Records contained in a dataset
——————

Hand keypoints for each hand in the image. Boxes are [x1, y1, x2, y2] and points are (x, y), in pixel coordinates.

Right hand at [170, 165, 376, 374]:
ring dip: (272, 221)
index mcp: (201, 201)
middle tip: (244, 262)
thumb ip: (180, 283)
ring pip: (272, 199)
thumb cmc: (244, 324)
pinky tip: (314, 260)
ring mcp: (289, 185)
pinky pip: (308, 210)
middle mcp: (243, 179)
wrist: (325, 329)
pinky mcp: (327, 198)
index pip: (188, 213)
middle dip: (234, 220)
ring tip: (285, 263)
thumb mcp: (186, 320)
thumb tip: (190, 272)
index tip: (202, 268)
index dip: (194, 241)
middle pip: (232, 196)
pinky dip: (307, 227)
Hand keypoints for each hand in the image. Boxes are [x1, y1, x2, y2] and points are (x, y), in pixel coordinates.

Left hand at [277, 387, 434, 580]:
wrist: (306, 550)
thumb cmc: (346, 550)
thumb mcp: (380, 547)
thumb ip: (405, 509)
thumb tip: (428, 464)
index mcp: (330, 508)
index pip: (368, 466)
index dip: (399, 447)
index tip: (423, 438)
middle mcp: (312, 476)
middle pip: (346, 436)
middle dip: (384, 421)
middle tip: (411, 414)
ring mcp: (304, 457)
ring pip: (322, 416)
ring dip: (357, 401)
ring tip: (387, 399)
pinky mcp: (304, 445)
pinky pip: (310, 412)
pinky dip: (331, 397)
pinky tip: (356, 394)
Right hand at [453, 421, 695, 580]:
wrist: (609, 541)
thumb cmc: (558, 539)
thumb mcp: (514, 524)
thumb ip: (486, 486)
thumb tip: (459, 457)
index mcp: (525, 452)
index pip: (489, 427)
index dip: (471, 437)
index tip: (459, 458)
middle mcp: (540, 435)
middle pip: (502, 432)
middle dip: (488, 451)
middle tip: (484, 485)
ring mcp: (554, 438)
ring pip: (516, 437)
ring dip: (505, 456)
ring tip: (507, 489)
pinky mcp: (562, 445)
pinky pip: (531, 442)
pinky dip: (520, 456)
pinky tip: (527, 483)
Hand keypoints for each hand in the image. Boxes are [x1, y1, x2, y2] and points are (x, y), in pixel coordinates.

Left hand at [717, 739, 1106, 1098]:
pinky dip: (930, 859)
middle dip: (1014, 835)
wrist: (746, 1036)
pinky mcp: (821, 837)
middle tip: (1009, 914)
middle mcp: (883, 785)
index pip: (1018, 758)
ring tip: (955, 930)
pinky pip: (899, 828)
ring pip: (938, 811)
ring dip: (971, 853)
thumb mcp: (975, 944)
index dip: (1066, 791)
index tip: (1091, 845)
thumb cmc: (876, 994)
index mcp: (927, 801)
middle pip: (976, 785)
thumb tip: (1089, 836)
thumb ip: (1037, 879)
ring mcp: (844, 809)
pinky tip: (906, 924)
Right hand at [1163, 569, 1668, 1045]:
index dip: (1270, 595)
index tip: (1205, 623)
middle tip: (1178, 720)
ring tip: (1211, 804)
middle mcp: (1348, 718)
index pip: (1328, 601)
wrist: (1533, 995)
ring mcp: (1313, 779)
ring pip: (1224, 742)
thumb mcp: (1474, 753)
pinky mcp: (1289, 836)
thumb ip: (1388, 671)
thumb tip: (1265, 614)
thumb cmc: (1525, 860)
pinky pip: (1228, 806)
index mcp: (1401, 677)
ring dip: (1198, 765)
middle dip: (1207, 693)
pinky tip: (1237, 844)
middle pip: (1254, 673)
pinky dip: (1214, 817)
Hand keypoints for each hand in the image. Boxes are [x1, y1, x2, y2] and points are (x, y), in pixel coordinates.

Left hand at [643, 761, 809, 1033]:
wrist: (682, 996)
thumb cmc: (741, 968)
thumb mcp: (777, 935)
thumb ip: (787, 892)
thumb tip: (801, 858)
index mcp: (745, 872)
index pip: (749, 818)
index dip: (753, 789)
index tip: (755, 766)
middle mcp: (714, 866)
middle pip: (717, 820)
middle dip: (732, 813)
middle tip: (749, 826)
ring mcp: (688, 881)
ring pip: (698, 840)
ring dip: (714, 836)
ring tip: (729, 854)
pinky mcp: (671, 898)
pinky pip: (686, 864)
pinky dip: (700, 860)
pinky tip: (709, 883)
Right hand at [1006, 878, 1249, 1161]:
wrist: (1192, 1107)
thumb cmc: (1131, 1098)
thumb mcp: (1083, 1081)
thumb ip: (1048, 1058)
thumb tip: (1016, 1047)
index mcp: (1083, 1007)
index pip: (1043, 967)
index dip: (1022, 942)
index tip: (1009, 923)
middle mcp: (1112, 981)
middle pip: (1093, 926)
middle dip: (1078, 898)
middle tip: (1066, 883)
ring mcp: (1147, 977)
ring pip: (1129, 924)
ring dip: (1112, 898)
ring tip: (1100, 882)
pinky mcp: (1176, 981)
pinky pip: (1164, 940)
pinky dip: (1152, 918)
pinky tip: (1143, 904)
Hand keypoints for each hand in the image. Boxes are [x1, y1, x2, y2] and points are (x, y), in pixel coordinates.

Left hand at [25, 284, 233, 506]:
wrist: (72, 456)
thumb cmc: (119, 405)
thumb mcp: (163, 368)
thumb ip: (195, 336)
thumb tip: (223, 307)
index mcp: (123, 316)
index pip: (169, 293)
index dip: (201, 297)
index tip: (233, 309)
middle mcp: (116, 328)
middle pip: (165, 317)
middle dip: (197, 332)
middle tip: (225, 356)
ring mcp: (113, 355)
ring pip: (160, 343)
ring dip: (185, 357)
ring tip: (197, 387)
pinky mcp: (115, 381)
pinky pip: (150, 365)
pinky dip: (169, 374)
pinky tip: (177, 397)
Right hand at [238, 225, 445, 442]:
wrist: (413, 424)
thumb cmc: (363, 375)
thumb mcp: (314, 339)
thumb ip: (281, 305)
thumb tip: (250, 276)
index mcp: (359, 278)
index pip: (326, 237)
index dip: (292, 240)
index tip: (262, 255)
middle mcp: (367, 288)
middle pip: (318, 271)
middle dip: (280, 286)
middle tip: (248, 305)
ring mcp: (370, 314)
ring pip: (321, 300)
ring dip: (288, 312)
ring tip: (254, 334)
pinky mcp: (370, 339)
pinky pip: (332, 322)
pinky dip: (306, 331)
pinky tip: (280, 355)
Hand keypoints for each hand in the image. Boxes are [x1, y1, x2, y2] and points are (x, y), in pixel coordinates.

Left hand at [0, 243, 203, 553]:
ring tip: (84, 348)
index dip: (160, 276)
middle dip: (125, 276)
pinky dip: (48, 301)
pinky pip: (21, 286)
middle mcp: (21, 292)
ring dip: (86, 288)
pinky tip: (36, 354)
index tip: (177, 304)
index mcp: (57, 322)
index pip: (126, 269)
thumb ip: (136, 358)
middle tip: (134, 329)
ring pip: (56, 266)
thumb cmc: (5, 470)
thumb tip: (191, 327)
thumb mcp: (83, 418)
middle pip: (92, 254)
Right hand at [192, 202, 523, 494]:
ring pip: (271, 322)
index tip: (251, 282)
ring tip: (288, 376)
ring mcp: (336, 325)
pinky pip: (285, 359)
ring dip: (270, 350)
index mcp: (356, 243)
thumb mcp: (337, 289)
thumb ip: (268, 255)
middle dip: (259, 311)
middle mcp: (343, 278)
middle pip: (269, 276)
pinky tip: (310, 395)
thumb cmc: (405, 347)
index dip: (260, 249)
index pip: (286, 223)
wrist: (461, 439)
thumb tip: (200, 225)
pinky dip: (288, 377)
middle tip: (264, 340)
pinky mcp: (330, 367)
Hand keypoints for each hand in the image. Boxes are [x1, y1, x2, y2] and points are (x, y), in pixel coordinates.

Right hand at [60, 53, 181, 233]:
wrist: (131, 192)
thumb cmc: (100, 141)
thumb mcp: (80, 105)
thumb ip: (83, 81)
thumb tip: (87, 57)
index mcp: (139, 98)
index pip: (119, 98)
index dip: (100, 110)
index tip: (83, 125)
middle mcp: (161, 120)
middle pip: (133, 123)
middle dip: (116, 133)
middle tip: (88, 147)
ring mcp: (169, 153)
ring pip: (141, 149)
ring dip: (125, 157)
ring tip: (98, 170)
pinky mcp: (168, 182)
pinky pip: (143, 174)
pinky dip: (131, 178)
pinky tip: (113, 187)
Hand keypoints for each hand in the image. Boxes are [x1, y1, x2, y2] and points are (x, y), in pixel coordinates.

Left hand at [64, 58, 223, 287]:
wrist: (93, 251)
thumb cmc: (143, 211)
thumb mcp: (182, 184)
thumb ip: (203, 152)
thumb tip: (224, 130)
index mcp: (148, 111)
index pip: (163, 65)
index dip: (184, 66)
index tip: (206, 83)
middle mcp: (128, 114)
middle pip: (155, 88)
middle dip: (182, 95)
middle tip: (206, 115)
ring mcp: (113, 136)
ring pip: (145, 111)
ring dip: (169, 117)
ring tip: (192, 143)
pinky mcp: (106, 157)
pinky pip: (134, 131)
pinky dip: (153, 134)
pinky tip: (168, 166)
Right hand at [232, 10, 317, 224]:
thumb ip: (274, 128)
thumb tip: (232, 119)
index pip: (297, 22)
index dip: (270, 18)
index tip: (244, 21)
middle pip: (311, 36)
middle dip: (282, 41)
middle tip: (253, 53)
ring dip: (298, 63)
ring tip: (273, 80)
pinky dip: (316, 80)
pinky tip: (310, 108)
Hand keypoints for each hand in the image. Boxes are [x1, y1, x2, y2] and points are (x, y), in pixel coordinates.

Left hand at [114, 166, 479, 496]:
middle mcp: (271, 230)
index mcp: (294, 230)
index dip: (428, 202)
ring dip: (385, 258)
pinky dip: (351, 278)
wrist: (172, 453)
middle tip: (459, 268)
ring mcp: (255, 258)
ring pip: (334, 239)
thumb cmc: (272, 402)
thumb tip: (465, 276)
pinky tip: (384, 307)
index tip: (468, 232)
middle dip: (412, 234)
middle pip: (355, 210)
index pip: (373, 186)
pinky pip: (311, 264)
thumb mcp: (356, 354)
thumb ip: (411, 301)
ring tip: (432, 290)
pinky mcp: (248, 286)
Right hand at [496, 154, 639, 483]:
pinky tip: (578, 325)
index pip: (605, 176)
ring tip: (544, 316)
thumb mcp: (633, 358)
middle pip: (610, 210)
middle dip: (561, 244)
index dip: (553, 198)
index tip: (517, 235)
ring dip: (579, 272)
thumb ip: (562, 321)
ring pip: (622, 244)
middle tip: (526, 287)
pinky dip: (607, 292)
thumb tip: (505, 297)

——————

WHAT IS BEING ASKED> Your response should hold the lines from the first line of the entries above through the line with "middle pip: (346, 436)", each retyped exactly, and nothing else.

RESULT FOR THIS EXERCISE>
Hand keypoints for each hand in the image. Boxes are [x1, y1, x2, y2] and points are (x, y), in pixel coordinates.

Right hand at [170, 165, 376, 374]:
ring dip: (272, 221)
index mcp: (201, 201)
middle tip: (244, 262)
thumb ip: (180, 283)
ring pip: (272, 199)
thumb cmc: (244, 324)
pinky tip: (314, 260)
ring mcp: (289, 185)
pinky pip: (308, 210)
middle mcp: (243, 179)
wrist: (325, 329)
pinky mcp: (327, 198)
index pip: (188, 213)
middle dip: (234, 220)
ring tip: (285, 263)
thumb mcp: (186, 320)
thumb tip: (190, 272)
index tip: (202, 268)
index dip: (194, 241)
middle pip: (232, 196)
pinky dip: (307, 227)
Hand keypoints for each hand in the image. Boxes are [x1, y1, x2, y2] and points are (x, y), in pixel coordinates.

Left hand at [277, 387, 434, 580]:
wrist: (306, 550)
thumb cmc: (346, 550)
thumb mcp: (380, 547)
thumb ip: (405, 509)
thumb tip: (428, 464)
index mcp: (330, 508)
index pip: (368, 466)
index dip: (399, 447)
index tip: (423, 438)
middle mcp: (312, 476)
middle pip: (346, 436)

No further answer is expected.